NuttX is what you get if you ask “what would a POSIX runtime for small computers look like?”. Where most RTOS things (few of which are realtime at all, but whatever) emphasise hardware abstractions / device models etc., NuttX accepts that peripherals are hopelessly device-specific, and use of peripherals is usually hopelessly application-specific, and so doesn’t kill itself trying to have complete peripheral support for everything.
What it does have is a lot of the sort of infrastructure you need to build moderately to very complex applications, and an enormous supported device base. It also depends on essentially zero third-party code (there are a bunch of contributed / 3p feature libraries).
tl;dr - NuttX is kind of old-school, but it is lovingly maintained by some really nice people to quite a high standard.
I haven't used Zephyr much, but I think NuttX is a smaller, simpler OS than Zephyr? NuttX feels like a great way to learn about the internals of smartphone operating systems.
I would say it's a great way to learn about device drivers and hardware, because there's a lot less to learn than, say, the Linux DRM subsystem, and there aren't as many internal layers between your driver and the hardware. But modern smartphones run full-fat kernels with non-deterministic scheduling, not an embedded RTOS.

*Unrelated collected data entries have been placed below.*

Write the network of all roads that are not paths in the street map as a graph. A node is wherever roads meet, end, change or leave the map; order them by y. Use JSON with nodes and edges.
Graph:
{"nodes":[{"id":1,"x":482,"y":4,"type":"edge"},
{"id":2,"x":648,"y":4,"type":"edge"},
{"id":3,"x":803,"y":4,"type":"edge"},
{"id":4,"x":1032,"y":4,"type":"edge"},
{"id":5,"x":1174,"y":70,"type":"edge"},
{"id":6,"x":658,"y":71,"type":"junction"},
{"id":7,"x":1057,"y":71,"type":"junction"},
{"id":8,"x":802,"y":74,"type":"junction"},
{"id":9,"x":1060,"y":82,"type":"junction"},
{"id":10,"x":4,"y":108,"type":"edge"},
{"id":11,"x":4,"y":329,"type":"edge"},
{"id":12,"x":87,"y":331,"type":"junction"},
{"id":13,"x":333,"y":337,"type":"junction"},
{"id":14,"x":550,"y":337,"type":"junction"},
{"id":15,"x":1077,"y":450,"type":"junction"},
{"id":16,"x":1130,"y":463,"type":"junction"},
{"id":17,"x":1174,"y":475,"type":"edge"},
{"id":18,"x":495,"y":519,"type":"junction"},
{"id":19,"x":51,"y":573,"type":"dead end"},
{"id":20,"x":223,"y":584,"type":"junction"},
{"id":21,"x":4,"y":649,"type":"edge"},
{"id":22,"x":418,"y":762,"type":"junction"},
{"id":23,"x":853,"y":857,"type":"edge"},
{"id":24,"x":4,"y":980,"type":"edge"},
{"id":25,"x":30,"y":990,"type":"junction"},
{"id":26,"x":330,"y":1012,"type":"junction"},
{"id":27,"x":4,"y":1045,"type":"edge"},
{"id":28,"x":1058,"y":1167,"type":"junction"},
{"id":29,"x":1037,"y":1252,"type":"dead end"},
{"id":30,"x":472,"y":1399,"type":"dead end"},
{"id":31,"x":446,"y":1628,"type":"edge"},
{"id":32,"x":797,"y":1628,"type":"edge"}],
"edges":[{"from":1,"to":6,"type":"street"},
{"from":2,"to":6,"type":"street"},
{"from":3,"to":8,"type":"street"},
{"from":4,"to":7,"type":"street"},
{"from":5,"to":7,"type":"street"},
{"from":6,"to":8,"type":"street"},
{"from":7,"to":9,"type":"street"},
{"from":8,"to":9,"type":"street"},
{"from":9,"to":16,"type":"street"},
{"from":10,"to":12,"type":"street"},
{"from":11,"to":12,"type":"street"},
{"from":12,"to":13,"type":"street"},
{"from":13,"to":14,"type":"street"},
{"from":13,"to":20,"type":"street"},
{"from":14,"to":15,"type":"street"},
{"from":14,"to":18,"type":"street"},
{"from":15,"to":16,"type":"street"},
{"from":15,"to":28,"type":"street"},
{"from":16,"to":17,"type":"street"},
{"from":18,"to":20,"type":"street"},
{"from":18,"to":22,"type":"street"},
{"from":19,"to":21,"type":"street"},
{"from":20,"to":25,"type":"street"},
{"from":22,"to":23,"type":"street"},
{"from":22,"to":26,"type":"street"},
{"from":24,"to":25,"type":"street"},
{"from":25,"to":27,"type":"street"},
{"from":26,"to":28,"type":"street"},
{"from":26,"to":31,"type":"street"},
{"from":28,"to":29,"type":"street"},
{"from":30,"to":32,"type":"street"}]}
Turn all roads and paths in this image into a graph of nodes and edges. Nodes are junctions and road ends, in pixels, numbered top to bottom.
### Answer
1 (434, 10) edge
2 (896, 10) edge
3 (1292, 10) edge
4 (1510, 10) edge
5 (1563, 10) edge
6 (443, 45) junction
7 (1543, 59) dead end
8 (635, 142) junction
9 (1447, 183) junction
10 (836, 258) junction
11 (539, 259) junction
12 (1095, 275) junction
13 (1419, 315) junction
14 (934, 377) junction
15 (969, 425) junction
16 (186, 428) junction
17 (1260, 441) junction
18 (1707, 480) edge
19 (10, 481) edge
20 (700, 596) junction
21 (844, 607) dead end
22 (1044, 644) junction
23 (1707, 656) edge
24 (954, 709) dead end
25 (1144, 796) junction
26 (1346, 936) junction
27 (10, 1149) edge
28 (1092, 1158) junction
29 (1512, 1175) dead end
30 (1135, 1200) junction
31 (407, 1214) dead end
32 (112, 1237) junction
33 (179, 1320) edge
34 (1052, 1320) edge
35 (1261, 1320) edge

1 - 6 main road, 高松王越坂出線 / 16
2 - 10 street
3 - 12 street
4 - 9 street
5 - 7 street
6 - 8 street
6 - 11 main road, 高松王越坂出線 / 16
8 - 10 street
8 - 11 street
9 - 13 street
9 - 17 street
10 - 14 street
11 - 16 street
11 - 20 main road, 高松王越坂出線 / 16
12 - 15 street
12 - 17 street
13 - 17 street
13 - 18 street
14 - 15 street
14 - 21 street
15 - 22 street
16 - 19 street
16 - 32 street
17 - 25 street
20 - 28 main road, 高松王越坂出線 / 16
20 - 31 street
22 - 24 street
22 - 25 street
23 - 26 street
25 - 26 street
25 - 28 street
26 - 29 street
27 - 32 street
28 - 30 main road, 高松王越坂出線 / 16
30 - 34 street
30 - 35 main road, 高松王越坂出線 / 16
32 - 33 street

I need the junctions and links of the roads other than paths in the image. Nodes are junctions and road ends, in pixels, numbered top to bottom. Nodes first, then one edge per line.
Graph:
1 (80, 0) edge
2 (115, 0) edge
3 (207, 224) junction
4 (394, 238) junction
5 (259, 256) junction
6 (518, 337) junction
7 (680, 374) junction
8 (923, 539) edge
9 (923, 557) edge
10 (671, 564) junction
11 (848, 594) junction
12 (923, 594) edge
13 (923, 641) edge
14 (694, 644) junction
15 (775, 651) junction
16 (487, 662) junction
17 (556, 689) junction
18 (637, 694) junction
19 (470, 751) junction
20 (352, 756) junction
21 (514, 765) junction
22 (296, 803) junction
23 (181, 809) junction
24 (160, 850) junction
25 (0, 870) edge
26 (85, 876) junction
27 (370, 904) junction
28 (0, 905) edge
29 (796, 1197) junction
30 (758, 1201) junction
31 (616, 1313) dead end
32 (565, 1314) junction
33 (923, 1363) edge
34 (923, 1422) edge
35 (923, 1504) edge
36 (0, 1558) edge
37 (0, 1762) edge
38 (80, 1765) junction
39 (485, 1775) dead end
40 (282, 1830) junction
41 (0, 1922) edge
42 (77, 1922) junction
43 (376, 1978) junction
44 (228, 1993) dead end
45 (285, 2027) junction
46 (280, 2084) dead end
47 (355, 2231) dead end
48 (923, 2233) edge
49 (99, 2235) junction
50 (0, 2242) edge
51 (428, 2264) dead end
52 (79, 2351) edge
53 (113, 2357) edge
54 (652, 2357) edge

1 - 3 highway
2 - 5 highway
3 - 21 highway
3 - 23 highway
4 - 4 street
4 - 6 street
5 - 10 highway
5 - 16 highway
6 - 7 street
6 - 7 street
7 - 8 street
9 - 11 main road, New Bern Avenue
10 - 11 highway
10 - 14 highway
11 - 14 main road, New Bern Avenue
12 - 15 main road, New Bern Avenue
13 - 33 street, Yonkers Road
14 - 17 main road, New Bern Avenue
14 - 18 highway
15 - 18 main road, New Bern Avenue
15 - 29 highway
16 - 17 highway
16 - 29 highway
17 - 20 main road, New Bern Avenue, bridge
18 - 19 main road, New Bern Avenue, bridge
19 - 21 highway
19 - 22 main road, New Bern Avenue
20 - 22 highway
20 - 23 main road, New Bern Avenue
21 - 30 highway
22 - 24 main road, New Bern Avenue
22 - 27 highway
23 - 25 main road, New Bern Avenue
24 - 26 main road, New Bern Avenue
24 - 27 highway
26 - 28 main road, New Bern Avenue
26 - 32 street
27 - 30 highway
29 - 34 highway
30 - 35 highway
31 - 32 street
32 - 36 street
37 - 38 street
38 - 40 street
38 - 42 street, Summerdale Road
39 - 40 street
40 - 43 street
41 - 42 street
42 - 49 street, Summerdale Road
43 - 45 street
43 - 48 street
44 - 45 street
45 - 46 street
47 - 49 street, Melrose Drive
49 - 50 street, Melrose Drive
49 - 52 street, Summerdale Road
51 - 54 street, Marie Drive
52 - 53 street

>But modern smartphones run full-fat kernels with non-deterministic scheduling, not an embedded RTOS.
I believe that is the beauty of it. Think something like the steamlink (streaming the video output of a steam game). Which turns into network transparent applications very quickly. Using a RTOS on the client side gives you amazing possibilities to lock the system down. Secure boot chains become a real possibility once you dont have to update that often due to the small attack vector. With NuttX having a simple framebuffer something like qubesOS but with remote VMs should be a real possibility. Especially since that is already happening with headunits in the automotive sector. Where one displayserver is handling both the safety critical tachometer as well as your multimedia stuff.
All of this not to mention, that the ARM processors in question dont have a secure coprocessor spying on you but Trustzone. This thread really gives me the warm and fuzzies. OP did something truly great here.